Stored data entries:

↓

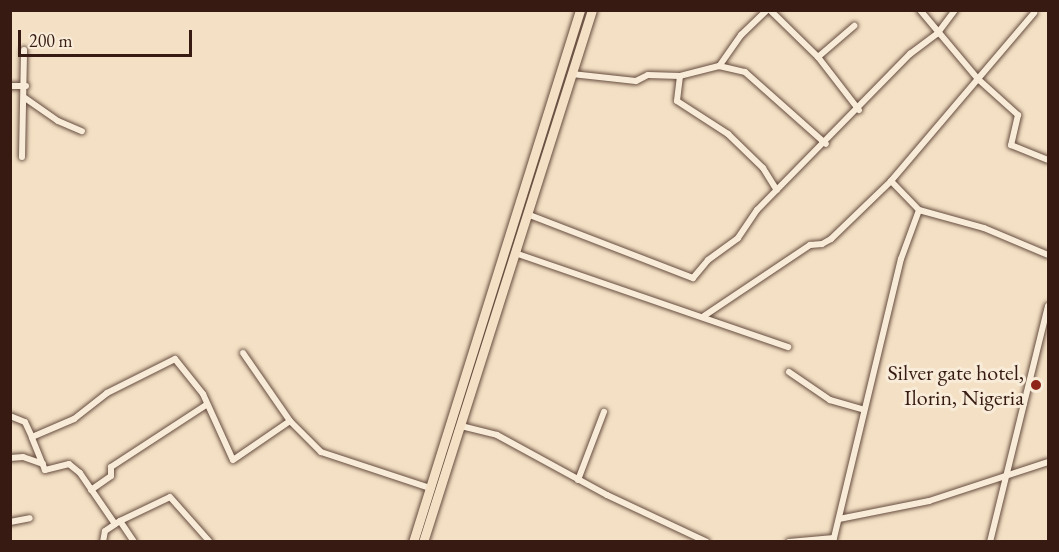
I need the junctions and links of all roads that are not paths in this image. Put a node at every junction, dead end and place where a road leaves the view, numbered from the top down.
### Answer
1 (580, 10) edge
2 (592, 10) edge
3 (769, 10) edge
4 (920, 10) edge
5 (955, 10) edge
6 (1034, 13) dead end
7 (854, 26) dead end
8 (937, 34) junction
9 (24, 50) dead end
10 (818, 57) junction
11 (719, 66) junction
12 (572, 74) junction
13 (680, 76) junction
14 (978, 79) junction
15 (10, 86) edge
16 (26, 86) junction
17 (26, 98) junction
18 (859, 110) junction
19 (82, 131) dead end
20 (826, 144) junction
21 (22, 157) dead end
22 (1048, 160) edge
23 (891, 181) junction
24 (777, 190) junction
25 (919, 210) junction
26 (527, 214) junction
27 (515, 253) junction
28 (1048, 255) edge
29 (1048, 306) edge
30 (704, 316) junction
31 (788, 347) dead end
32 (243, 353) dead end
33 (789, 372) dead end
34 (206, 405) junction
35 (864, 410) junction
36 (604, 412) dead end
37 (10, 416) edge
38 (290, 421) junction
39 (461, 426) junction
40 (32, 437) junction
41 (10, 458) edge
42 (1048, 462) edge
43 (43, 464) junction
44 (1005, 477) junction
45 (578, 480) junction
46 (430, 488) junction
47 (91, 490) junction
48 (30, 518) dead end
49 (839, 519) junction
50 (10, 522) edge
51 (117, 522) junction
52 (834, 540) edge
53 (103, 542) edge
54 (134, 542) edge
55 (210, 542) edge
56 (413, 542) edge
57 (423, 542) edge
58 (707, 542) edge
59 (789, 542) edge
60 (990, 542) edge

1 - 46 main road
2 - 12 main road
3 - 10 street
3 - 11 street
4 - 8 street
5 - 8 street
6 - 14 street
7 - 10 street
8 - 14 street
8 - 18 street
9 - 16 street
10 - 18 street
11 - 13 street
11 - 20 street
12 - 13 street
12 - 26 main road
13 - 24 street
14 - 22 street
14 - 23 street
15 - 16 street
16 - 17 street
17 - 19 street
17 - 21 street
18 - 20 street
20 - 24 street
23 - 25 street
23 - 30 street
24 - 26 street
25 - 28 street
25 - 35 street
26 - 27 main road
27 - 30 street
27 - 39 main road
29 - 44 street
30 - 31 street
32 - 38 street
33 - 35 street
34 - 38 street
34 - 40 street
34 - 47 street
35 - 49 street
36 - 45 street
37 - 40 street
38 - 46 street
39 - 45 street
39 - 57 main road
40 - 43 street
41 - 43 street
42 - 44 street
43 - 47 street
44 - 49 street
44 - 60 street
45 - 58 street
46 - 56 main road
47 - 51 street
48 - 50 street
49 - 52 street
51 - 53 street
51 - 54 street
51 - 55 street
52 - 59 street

↑

*What needs to be done*:
From the records, copy every line that has the string "road" in it.

*Answer for this exercise*:
I need the junctions and links of all roads that are not paths in this image. Put a node at every junction, dead end and place where a road leaves the view, numbered from the top down.
1 - 46 main road
2 - 12 main road
12 - 26 main road
26 - 27 main road
27 - 39 main road
39 - 57 main road
46 - 56 main road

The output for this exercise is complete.